This was not just an Irish story – it was a European narrative: Ireland vindicated the tough love of the dominant centre-right ideology and made its disastrous response to the euro crisis look a lot better. Ireland is the anti-Greece. If only everyone had been as good as the Irish, Europe would be fine.
What voters said on Friday is in some ways highly complex but in relation to this dominant narrative, it is very simple: we don’t believe you. Over the past five years, most citizens have watched the little drama that has been scripted for them – a morality play of sin, punishment and redemption – with feelings ranging from mild scepticism to passive disgust to furious outrage.
…Indeed, there has never been popular consent to the combination of harsh austerity for the little people and astonishing generosity to bondholders. It was emphatically rejected in 2011 and at the local elections in 2014.

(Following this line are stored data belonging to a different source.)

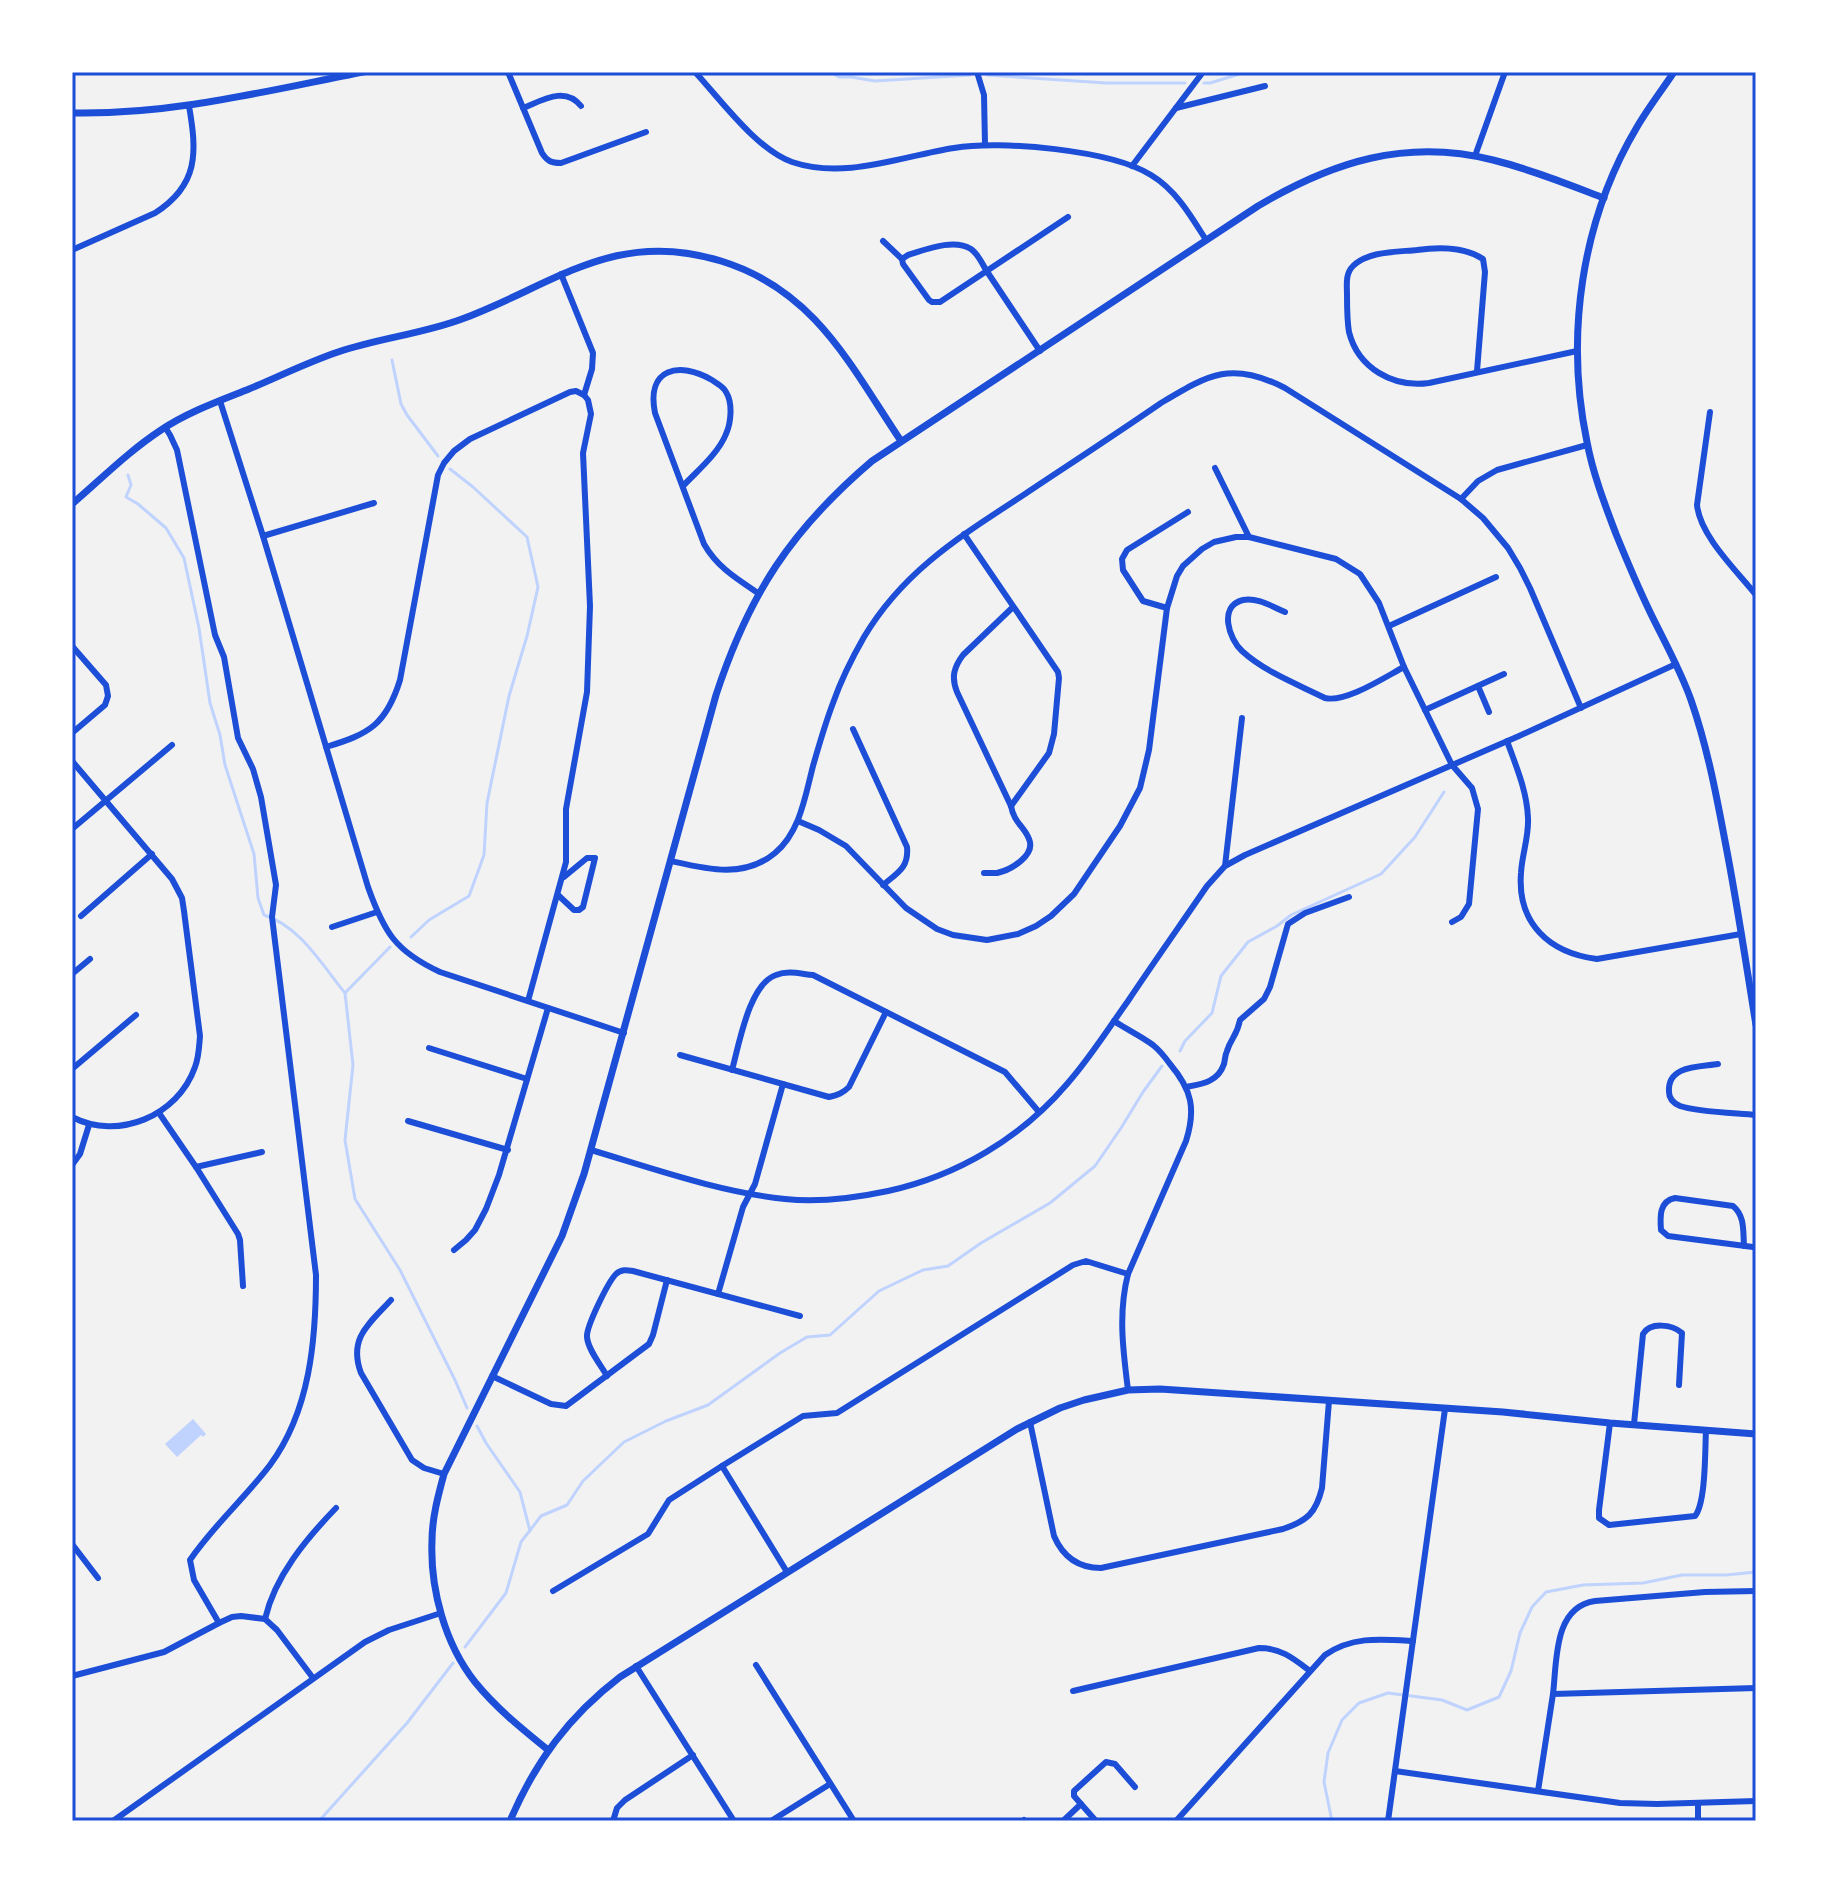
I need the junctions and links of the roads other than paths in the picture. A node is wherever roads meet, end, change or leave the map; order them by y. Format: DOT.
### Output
graph roads {
  1 [pos="363,72"];
  2 [pos="508,72"];
  3 [pos="695,72"];
  4 [pos="977,72"];
  5 [pos="1203,72"];
  6 [pos="1505,72"];
  7 [pos="1674,72"];
  8 [pos="350,73"];
  9 [pos="1265,86"];
  10 [pos="189,106"];
  11 [pos="581,106"];
  12 [pos="523,108"];
  13 [pos="1176,108"];
  14 [pos="72,113"];
  15 [pos="646,132"];
  16 [pos="985,144"];
  17 [pos="1475,156"];
  18 [pos="1132,166"];
  19 [pos="1604,198"];
  20 [pos="1068,217"];
  21 [pos="1206,240"];
  22 [pos="883,241"];
  23 [pos="72,250"];
  24 [pos="902,259"];
  25 [pos="986,270"];
  26 [pos="561,274"];
  27 [pos="1040,351"];
  28 [pos="1577,351"];
  29 [pos="1477,371"];
  30 [pos="581,394"];
  31 [pos="220,401"];
  32 [pos="1710,412"];
  33 [pos="165,427"];
  34 [pos="901,441"];
  35 [pos="1587,445"];
  36 [pos="1215,468"];
  37 [pos="683,486"];
  38 [pos="1461,499"];
  39 [pos="374,503"];
  40 [pos="72,504"];
  41 [pos="1188,512"];
  42 [pos="964,534"];
  43 [pos="263,536"];
  44 [pos="1249,537"];
  45 [pos="1496,577"];
  46 [pos="758,593"];
  47 [pos="1756,595"];
  48 [pos="1013,607"];
  49 [pos="1167,608"];
  50 [pos="1285,612"];
  51 [pos="1389,626"];
  52 [pos="72,646"];
  53 [pos="1676,664"];
  54 [pos="1404,667"];
  55 [pos="1504,674"];
  56 [pos="1478,686"];
  57 [pos="1581,708"];
  58 [pos="1425,710"];
  59 [pos="1489,712"];
  60 [pos="1242,718"];
  61 [pos="853,729"];
  62 [pos="72,733"];
  63 [pos="1507,741"];
  64 [pos="172,745"];
  65 [pos="326,747"];
  66 [pos="72,761"];
  67 [pos="1452,765"];
  68 [pos="105,800"];
  69 [pos="1011,806"];
  70 [pos="798,821"];
  71 [pos="72,829"];
  72 [pos="152,854"];
  73 [pos="671,861"];
  74 [pos="1225,866"];
  75 [pos="984,873"];
  76 [pos="563,879"];
  77 [pos="883,885"];
  78 [pos="558,895"];
  79 [pos="1349,897"];
  80 [pos="377,912"];
  81 [pos="81,916"];
  82 [pos="1452,922"];
  83 [pos="332,927"];
  84 [pos="1741,934"];
  85 [pos="90,959"];
  86 [pos="72,974"];
  87 [pos="528,1001"];
  88 [pos="548,1008"];
  89 [pos="886,1012"];
  90 [pos="136,1015"];
  91 [pos="1114,1021"];
  92 [pos="1756,1025"];
  93 [pos="624,1033"];
  94 [pos="429,1048"];
  95 [pos="680,1055"];
  96 [pos="1718,1064"];
  97 [pos="72,1069"];
  98 [pos="732,1070"];
  99 [pos="527,1079"];
  100 [pos="783,1084"];
  101 [pos="1186,1087"];
  102 [pos="1039,1112"];
  103 [pos="159,1113"];
  104 [pos="1756,1115"];
  105 [pos="72,1117"];
  106 [pos="408,1121"];
  107 [pos="89,1125"];
  108 [pos="508,1150"];
  109 [pos="591,1150"];
  110 [pos="262,1152"];
  111 [pos="72,1165"];
  112 [pos="196,1167"];
  113 [pos="751,1194"];
  114 [pos="1744,1246"];
  115 [pos="1756,1247"];
  116 [pos="454,1250"];
  117 [pos="1128,1274"];
  118 [pos="667,1280"];
  119 [pos="243,1286"];
  120 [pos="718,1294"];
  121 [pos="391,1300"];
  122 [pos="800,1316"];
  123 [pos="492,1376"];
  124 [pos="607,1376"];
  125 [pos="1679,1385"];
  126 [pos="1128,1390"];
  127 [pos="1329,1401"];
  128 [pos="1445,1409"];
  129 [pos="1030,1422"];
  130 [pos="1610,1423"];
  131 [pos="1634,1424"];
  132 [pos="1706,1430"];
  133 [pos="1756,1434"];
  134 [pos="722,1466"];
  135 [pos="444,1474"];
  136 [pos="336,1508"];
  137 [pos="72,1544"];
  138 [pos="787,1572"];
  139 [pos="98,1578"];
  140 [pos="553,1591"];
  141 [pos="1756,1591"];
  142 [pos="441,1613"];
  143 [pos="265,1619"];
  144 [pos="219,1623"];
  145 [pos="1413,1641"];
  146 [pos="756,1665"];
  147 [pos="636,1666"];
  148 [pos="1310,1671"];
  149 [pos="72,1676"];
  150 [pos="313,1678"];
  151 [pos="1756,1688"];
  152 [pos="1073,1691"];
  153 [pos="1553,1694"];
  154 [pos="548,1750"];
  155 [pos="693,1755"];
  156 [pos="1395,1771"];
  157 [pos="830,1784"];
  158 [pos="1135,1787"];
  159 [pos="1538,1791"];
  160 [pos="1756,1801"];
  161 [pos="1698,1803"];
  162 [pos="1081,1804"];
  163 [pos="113,1821"];
  164 [pos="510,1821"];
  165 [pos="613,1821"];
  166 [pos="734,1821"];
  167 [pos="771,1821"];
  168 [pos="854,1821"];
  169 [pos="1063,1821"];
  170 [pos="1096,1821"];
  171 [pos="1176,1821"];
  172 [pos="1388,1821"];
  173 [pos="1698,1821"];
  1 -- 8 [label="street"];
  2 -- 12 [label="street"];
  3 -- 16 [label="street"];
  4 -- 16 [label="street"];
  5 -- 13 [label="street"];
  6 -- 17 [label="street"];
  7 -- 19 [label="street"];
  8 -- 10 [label="street"];
  9 -- 13 [label="street"];
  10 -- 14 [label="street"];
  10 -- 23 [label="street"];
  11 -- 12 [label="street"];
  12 -- 15 [label="street"];
  13 -- 18 [label="street"];
  16 -- 18 [label="street"];
  17 -- 19 [label="street"];
  17 -- 21 [label="street"];
  18 -- 21 [label="street"];
  19 -- 28 [label="street"];
  20 -- 25 [label="street"];
  21 -- 27 [label="street"];
  22 -- 24 [label="street"];
  24 -- 25 [label="street"];
  24 -- 25 [label="street"];
  25 -- 27 [label="street"];
  26 -- 30 [label="street"];
  26 -- 31 [label="street"];
  26 -- 34 [label="street"];
  27 -- 34 [label="street"];
  28 -- 29 [label="street"];
  28 -- 35 [label="street"];
  29 -- 29 [label="street"];
  30 -- 65 [label="street"];
  30 -- 76 [label="street"];
  31 -- 33 [label="street"];
  31 -- 43 [label="street"];
  32 -- 47 [label="street"];
  33 -- 40 [label="street"];
  33 -- 144 [label="street"];
  34 -- 46 [label="street"];
  35 -- 38 [label="street"];
  35 -- 53 [label="street"];
  36 -- 44 [label="street"];
  37 -- 37 [label="street"];
  37 -- 46 [label="street"];
  38 -- 42 [label="street"];
  38 -- 57 [label="street"];
  39 -- 43 [label="street"];
  41 -- 49 [label="street"];
  42 -- 48 [label="street"];
  42 -- 70 [label="street"];
  43 -- 65 [label="street"];
  44 -- 49 [label="street"];
  44 -- 51 [label="street"];
  45 -- 51 [label="street"];
  46 -- 73 [label="street"];
  48 -- 69 [label="street"];
  48 -- 69 [label="street"];
  49 -- 77 [label="street"];
  50 -- 54 [label="street"];
  51 -- 54 [label="street"];
  52 -- 62 [label="street"];
  53 -- 57 [label="street"];
  53 -- 84 [label="street"];
  54 -- 58 [label="street"];
  55 -- 56 [label="street"];
  56 -- 58 [label="street"];
  56 -- 59 [label="street"];
  57 -- 63 [label="street"];
  58 -- 67 [label="street"];
  60 -- 74 [label="street"];
  61 -- 77 [label="street"];
  63 -- 67 [label="street"];
  63 -- 84 [label="street"];
  64 -- 68 [label="street"];
  65 -- 80 [label="street"];
  66 -- 68 [label="street"];
  67 -- 74 [label="street"];
  67 -- 82 [label="street"];
  68 -- 71 [label="street"];
  68 -- 72 [label="street"];
  69 -- 75 [label="street"];
  70 -- 73 [label="street"];
  70 -- 77 [label="street"];
  72 -- 81 [label="street"];
  72 -- 103 [label="street"];
  73 -- 93 [label="street"];
  74 -- 91 [label="street"];
  76 -- 78 [label="street"];
  76 -- 78 [label="street"];
  78 -- 87 [label="street"];
  79 -- 101 [label="street"];
  80 -- 83 [label="street"];
  80 -- 87 [label="street"];
  84 -- 92 [label="street"];
  85 -- 86 [label="street"];
  87 -- 88 [label="street"];
  88 -- 93 [label="street"];
  88 -- 99 [label="street"];
  89 -- 98 [label="street"];
  89 -- 100 [label="street"];
  89 -- 102 [label="street"];
  90 -- 97 [label="street"];
  91 -- 101 [label="street"];
  91 -- 102 [label="street"];
  93 -- 109 [label="street"];
  94 -- 99 [label="street"];
  95 -- 98 [label="street"];
  96 -- 104 [label="street"];
  98 -- 100 [label="street"];
  99 -- 108 [label="street"];
  100 -- 113 [label="street"];
  101 -- 117 [label="street"];
  102 -- 113 [label="street"];
  103 -- 107 [label="street"];
  103 -- 112 [label="street"];
  105 -- 107 [label="street"];
  106 -- 108 [label="street"];
  107 -- 111 [label="street"];
  108 -- 116 [label="street"];
  109 -- 113 [label="street"];
  109 -- 123 [label="street"];
  110 -- 112 [label="street"];
  112 -- 119 [label="street"];
  113 -- 120 [label="street"];
  114 -- 114 [label="street"];
  114 -- 115 [label="street"];
  117 -- 126 [label="street"];
  117 -- 134 [label="street"];
  118 -- 120 [label="street"];
  118 -- 124 [label="street"];
  118 -- 124 [label="street"];
  120 -- 122 [label="street"];
  121 -- 135 [label="street"];
  123 -- 124 [label="street"];
  123 -- 135 [label="street"];
  125 -- 131 [label="street"];
  126 -- 127 [label="street"];
  126 -- 129 [label="street"];
  127 -- 128 [label="street"];
  127 -- 129 [label="street"];
  128 -- 130 [label="street"];
  128 -- 145 [label="street"];
  129 -- 138 [label="street"];
  130 -- 131 [label="street"];
  130 -- 132 [label="street"];
  131 -- 132 [label="street"];
  132 -- 133 [label="street"];
  134 -- 138 [label="street"];
  134 -- 140 [label="street"];
  135 -- 142 [label="street"];
  136 -- 143 [label="street"];
  137 -- 139 [label="street"];
  138 -- 147 [label="street"];
  141 -- 153 [label="street"];
  142 -- 150 [label="street"];
  142 -- 154 [label="street"];
  143 -- 144 [label="street"];
  143 -- 150 [label="street"];
  144 -- 149 [label="street"];
  145 -- 148 [label="street"];
  145 -- 156 [label="street"];
  146 -- 157 [label="street"];
  147 -- 154 [label="street"];
  147 -- 155 [label="street"];
  148 -- 152 [label="street"];
  148 -- 171 [label="street"];
  150 -- 163 [label="street"];
  151 -- 153 [label="street"];
  153 -- 159 [label="street"];
  154 -- 164 [label="street"];
  155 -- 165 [label="street"];
  155 -- 166 [label="street"];
  156 -- 159 [label="street"];
  156 -- 172 [label="street"];
  157 -- 167 [label="street"];
  157 -- 168 [label="street"];
  158 -- 162 [label="street"];
  159 -- 161 [label="street"];
  160 -- 161 [label="street"];
  161 -- 173 [label="street"];
  162 -- 169 [label="street"];
  162 -- 170 [label="street"];
}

The strange thing is that the Government, for all its well-paid handlers, never grasped this essential fact. It was so convinced of its own heroic virtue that it simply could not believe that anyone beyond the ranks of the malcontents and the whingers could fail to share its enormously high opinion of itself.
The winner of Election 2016 is social democracy (Fintan O’Toole, February 29, The Irish Times)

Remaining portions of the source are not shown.